The Companies Act 2006, the largest piece of legislation in British history, has just been signed into law. What impact will it have on investors?
The Companies Act 2006 has just been signed into law. Its 1,500 clauses replace all existing company law, in particular the Companies Acts of 1985 and 1989, making it the longest piece of legislation in British history. But how will it affect you as an investor in a listed company?
Shareholder involvement
- Nominee shareholders have the right to vote, and the right to attend AGMs. They will also be entitled to receive reports electronically or in hard copy;
- Companies will be obliged to distribute all proposed shareholder resolutions at the companies' expense, provided these motions are received before the end of the financial year;
- The government wants all institutional shareholders to disclose how they vote. The Act facilitates making this compulsory, but the initial position is to encourage voluntary compliance.

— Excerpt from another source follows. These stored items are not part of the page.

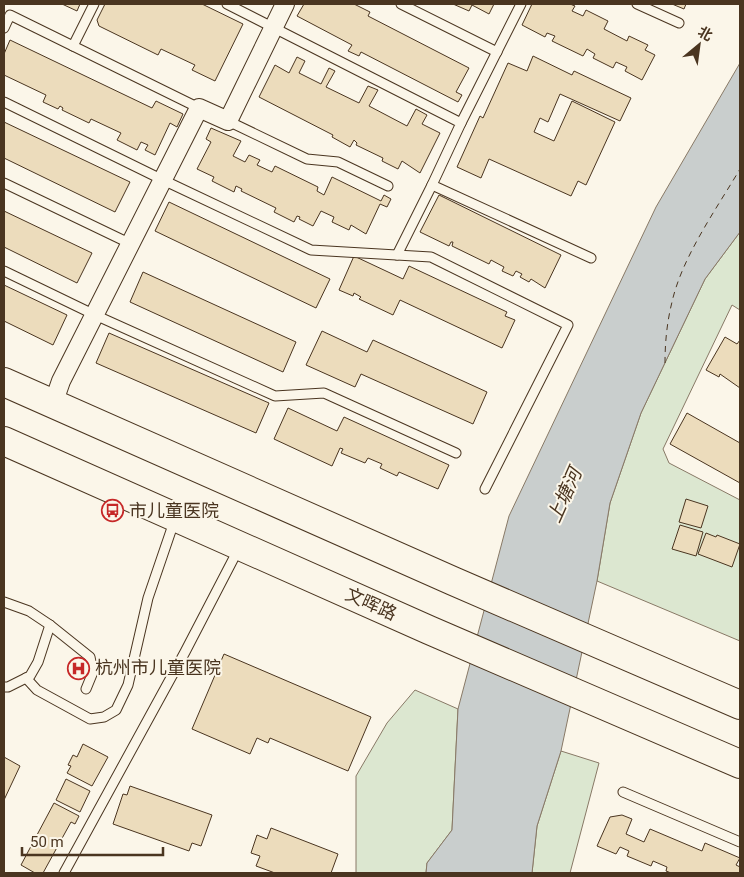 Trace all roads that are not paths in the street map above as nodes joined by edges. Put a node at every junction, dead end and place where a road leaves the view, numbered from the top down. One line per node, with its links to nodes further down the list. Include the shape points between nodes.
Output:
1 (94, 4): 11 (lane)
2 (227, 4): 9 (lane)
3 (285, 4): 9 (street)
4 (401, 4): 12 (lane)
5 (522, 4): 12 (lane)
6 (637, 4): 8 (lane)
7 (7, 12): 10 (lane); 11 (lane)
8 (679, 23)
9 (274, 27): 15 (street); 16 (lane)
10 (4, 28)
11 (73, 46): 14 (lane)
12 (497, 52): 16 (lane)
13 (4, 102): 17 (lane)
14 (199, 108): 15 (street); 17 (street)
15 (228, 121): 20 (lane, via 307,159 338,162)
16 (461, 123): 19 (lane)
17 (162, 180): 21 (street); 22 (lane, via 311,250)
18 (4, 183): 21 (lane)
19 (432, 185): 22 (lane); 23 (lane)
20 (388, 186)
21 (130, 244): 25 (street)
22 (397, 254): 30 (lane, via 431,257 568,325)
23 (591, 258)
24 (4, 271): 25 (lane)
25 (94, 315): 27 (street); 29 (lane, via 275,396 324,393)
26 (4, 382): 27 (main road)
27 (52, 404): 38 (main road, via 453,582)
28 (4, 441): 31 (main road, 文晖路)
29 (456, 453)
30 (485, 490)
31 (176, 517): 32 (main road, 文晖路); 35 (lane, via 148,598 128,685 116,710 104,717 90,719 37,690)
32 (240, 545): 39 (main road, 文晖路); 42 (lane)
33 (4, 602): 34 (lane, via 29,611)
34 (50, 625): 35 (lane, via 38,662); 37 (lane, via 90,657 93,672)
35 (26, 678): 36 (lane)
36 (4, 687)
37 (86, 688)
38 (740, 704)
39 (740, 764)
40 (623, 792): 41 (lane)
41 (740, 842)
42 (64, 873) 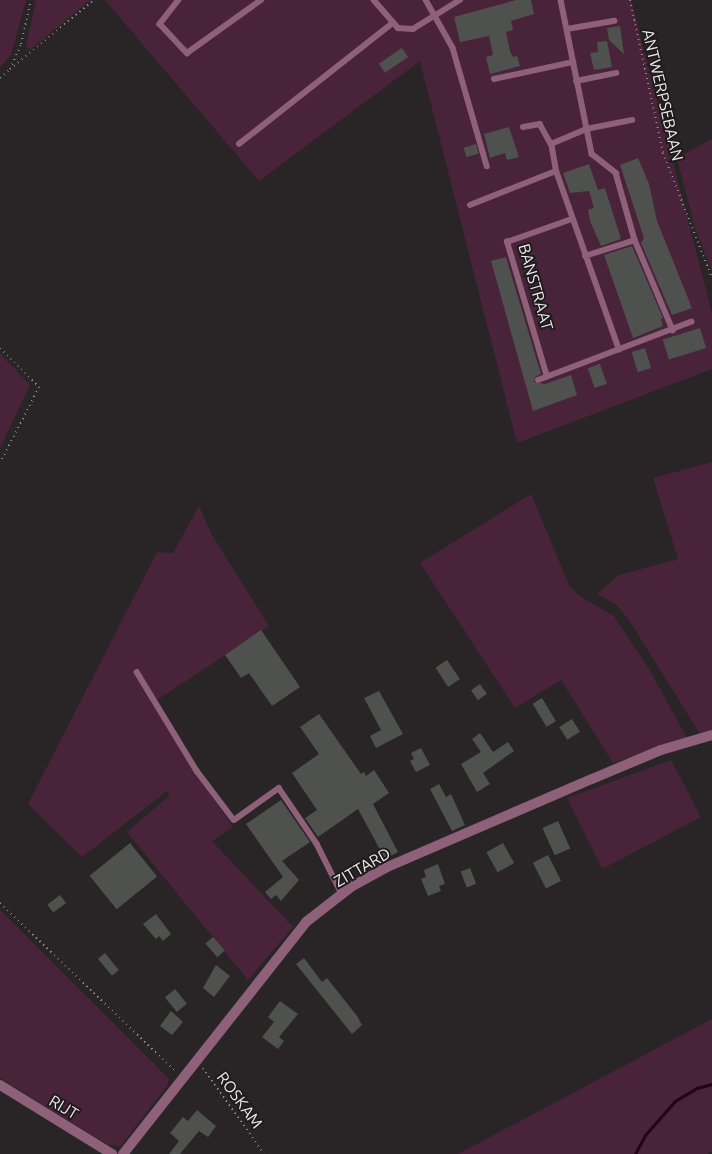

So far, so good, but let's not forget that this imposes additional costs on brokers and companies. Offsetting those costs by an estimated £50m annually, is a clause allowing companies to use electronic communications as the default method, a move which will probably hurt some printers. Of course many Fools already receive company announcements automatically to their emails using our company announcement service.
Better information
Companies will have to issue a comprehensive business review, including such areas as environmental issues and social factors.
One of the more controversial elements is a requirement to list suppliers to the company. This is information that will doubtless be useful to competitors, and potential competitors, even though the list does not have to be exhaustive and there is an exemption for commercially sensitive information. The Finance Director of Tesco
(LSE: TSCO)
has recently expressed his concern about this requirement, and it will be interesting to see how it is implemented in practice.
Theoretically, the better the information available to investors, in terms of quality and quantity, the less risk they should face when investing. This should reduce the company's equity risk premium and cost of capital. To put it another way, increased transparency should lead to an increase in share prices, as shares are perceived to be slightly less risky than previously. Reality may be different.
Directors' roles and responsibilities
Directors' duties are defined in law for the first time, charging them with responsibility for promoting the success of the company while having regard to issues such as the environment and the interests of other stakeholders.
This will lead to more preparation and paperwork relating to board meetings, but it remains to be seen whether it actually changes the way companies behave. For example, the previous legislation required directors to have regard to the interests of employees, but I am not aware of any instance where a loss-making operation was saved from closure for the sake of the employees. "Having regard to" various factors does not necessarily force the company to take a different course of action.
Shareholders will be pleased to hear that it will be an offence for a director to mislead an auditor; shareholders will also be able to take group legal action against directors for breach of duty.
It remains to be seen whether these additional burdens discourage qualified candidates from becoming directors, or increase the remuneration they require.
The Act will be phased in over the next two years, but it will take longer than that to see the full effect on businesses and shareholders -- while the intention of the Act is to wrap everything up in one package, it may be necessary to resort to existing case law to determine its limitations. In the meantime, I'd expect training companies and conference organisers to do very nicely out of it.